━━━ PROVIDED RECORDS ━━━

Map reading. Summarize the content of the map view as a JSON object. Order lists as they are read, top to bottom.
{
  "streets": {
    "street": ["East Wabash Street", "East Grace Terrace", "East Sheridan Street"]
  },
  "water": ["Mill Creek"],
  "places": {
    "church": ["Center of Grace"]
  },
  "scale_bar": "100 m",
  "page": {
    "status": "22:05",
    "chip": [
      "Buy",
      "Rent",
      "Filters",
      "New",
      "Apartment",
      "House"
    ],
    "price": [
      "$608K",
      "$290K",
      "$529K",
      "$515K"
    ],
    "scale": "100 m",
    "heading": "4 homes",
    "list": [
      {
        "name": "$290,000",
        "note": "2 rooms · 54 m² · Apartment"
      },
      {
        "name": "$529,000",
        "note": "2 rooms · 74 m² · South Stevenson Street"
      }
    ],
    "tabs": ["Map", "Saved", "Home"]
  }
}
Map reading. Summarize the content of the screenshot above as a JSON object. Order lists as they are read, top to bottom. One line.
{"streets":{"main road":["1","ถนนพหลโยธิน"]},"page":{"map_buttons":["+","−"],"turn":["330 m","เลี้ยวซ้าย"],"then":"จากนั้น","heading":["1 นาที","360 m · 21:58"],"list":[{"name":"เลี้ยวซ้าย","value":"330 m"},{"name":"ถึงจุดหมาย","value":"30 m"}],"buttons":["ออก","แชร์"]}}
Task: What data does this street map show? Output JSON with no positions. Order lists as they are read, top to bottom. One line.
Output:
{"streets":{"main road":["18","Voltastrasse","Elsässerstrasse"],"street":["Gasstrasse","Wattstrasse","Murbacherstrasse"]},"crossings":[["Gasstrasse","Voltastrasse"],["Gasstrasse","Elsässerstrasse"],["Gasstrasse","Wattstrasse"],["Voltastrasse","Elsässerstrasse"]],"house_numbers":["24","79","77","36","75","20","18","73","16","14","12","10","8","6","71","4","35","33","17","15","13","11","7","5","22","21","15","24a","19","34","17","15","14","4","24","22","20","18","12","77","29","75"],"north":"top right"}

━━━

▸ TASK TO COMPLETE
Only the lines from the start of the listing through the line with "Task: What data" should be repeated, each exactly as it stands.

▸ EXPECTED ANSWER
Map reading. Summarize the content of the map view as a JSON object. Order lists as they are read, top to bottom.
{
  "streets": {
    "street": ["East Wabash Street", "East Grace Terrace", "East Sheridan Street"]
  },
  "water": ["Mill Creek"],
  "places": {
    "church": ["Center of Grace"]
  },
  "scale_bar": "100 m",
  "page": {
    "status": "22:05",
    "chip": [
      "Buy",
      "Rent",
      "Filters",
      "New",
      "Apartment",
      "House"
    ],
    "price": [
      "$608K",
      "$290K",
      "$529K",
      "$515K"
    ],
    "scale": "100 m",
    "heading": "4 homes",
    "list": [
      {
        "name": "$290,000",
        "note": "2 rooms · 54 m² · Apartment"
      },
      {
        "name": "$529,000",
        "note": "2 rooms · 74 m² · South Stevenson Street"
      }
    ],
    "tabs": ["Map", "Saved", "Home"]
  }
}
Map reading. Summarize the content of the screenshot above as a JSON object. Order lists as they are read, top to bottom. One line.
{"streets":{"main road":["1","ถนนพหลโยธิน"]},"page":{"map_buttons":["+","−"],"turn":["330 m","เลี้ยวซ้าย"],"then":"จากนั้น","heading":["1 นาที","360 m · 21:58"],"list":[{"name":"เลี้ยวซ้าย","value":"330 m"},{"name":"ถึงจุดหมาย","value":"30 m"}],"buttons":["ออก","แชร์"]}}
Task: What data does this street map show? Output JSON with no positions. Order lists as they are read, top to bottom. One line.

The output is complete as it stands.